Кристи Агата
Последний сеанс
Рауль Добрюль перешёл по мосту через Сену, насвистывая себе под нос. Это был молодой французский инженер приятной наружности, со свежим лицом и тонкими тёмными усиками. Вскоре он добрался до Кардоне и свернул к двери дома под номером 17. Консьержка высунулась из своего логова, сердито обронив «доброе утро», и Рауль ответил ей жизнерадостным приветствием. Затем он поднялся по лестнице на третий этаж. Стоя под дверью в ожидании ответа на свой звонок, он ещё раз просвистел полюбившуюся мелодию. Нынче утром Рауль Добрюль пребывал в особенно приподнятом настроении.

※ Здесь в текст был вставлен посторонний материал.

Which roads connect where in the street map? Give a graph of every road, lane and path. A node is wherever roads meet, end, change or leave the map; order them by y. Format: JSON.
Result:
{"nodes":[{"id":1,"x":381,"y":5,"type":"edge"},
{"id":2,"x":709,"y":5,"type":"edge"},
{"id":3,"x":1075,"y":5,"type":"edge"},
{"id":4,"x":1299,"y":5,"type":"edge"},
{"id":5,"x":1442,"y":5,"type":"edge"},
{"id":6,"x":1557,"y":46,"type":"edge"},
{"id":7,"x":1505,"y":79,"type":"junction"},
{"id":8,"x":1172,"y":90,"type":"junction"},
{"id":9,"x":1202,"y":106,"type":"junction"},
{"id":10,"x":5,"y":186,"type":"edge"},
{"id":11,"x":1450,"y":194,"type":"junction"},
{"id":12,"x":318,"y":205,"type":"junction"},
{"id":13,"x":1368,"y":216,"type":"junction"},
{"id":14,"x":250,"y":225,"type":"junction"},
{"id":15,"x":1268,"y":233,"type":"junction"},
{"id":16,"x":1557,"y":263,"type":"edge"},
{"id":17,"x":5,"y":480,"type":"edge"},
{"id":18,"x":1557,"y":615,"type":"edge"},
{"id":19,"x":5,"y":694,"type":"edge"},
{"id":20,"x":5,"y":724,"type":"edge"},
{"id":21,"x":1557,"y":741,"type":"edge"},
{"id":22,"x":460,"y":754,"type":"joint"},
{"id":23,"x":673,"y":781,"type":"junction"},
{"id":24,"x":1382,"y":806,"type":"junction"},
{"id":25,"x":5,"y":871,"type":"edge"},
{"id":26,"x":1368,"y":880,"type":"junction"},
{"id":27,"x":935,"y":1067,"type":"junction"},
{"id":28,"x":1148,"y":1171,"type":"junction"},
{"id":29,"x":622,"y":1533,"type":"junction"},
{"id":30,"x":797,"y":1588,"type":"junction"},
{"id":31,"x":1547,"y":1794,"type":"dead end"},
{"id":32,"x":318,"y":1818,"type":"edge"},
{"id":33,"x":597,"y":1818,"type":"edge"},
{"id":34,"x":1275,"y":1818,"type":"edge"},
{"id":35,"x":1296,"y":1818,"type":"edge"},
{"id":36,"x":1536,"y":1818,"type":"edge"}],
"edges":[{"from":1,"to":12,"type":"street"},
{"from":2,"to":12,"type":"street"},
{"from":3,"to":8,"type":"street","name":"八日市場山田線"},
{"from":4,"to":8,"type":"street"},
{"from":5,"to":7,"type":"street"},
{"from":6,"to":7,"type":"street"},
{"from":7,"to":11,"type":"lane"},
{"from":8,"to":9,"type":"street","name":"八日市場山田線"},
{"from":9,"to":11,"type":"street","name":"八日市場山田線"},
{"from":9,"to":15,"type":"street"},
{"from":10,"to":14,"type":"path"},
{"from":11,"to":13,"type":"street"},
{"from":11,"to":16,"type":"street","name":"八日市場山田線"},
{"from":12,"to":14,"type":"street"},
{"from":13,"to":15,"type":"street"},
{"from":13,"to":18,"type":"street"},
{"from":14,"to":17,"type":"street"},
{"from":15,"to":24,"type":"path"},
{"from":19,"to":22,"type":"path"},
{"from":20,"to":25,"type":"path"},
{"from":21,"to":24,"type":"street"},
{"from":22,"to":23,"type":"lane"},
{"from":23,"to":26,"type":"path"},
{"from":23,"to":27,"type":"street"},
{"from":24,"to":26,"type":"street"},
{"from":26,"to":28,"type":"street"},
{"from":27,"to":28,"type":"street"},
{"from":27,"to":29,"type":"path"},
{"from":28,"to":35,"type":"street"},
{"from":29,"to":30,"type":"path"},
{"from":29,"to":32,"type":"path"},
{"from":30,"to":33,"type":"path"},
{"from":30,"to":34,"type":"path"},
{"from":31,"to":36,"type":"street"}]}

Дверь открыла пожилая француженка. Её испещрённое сеточкой морщин лицо расплылось в улыбке, когда она увидела, кто пришёл.
— Доброе утро, месье!
— С добрым утром, Элиза, — поздоровался Рауль, входя в переднюю и стягивая перчатки. — Госпожа ждёт меня, не правда ли? — бросил он через плечо.
— О, да, разумеется, месье, — Элиза прикрыла дверь и повернулась к гостю. — Если месье пройдёт в малую гостиную, госпожа через несколько минут выйдет к нему. Она прилегла.
— Ей нехорошо? — Рауль поднял глаза.
— «Нехорошо»?! — Элиза негодующе фыркнула. Она распахнула перед Раулем дверь малой гостиной. Он шагнул внутрь, и служанка вошла следом за ним.
— «Нехорошо»? — повторила она. — Как же она, бедняжка, может чувствовать себя хорошо? Вечно эти сеансы! Это никуда не годится, это противоестественно! Разве такое предназначение уготовил нам милостивый Господь? Не знаю, как вы, но я прямо скажу: всё это — общение с лукавым!
Рауль успокаивающе похлопал её по плечу.
— Полноте, Элиза, — увещевающим тоном проговорил он. — Не заводитесь. Слишком уж вы склонны видеть происки дьявола во всём, чего не в силах постичь умом.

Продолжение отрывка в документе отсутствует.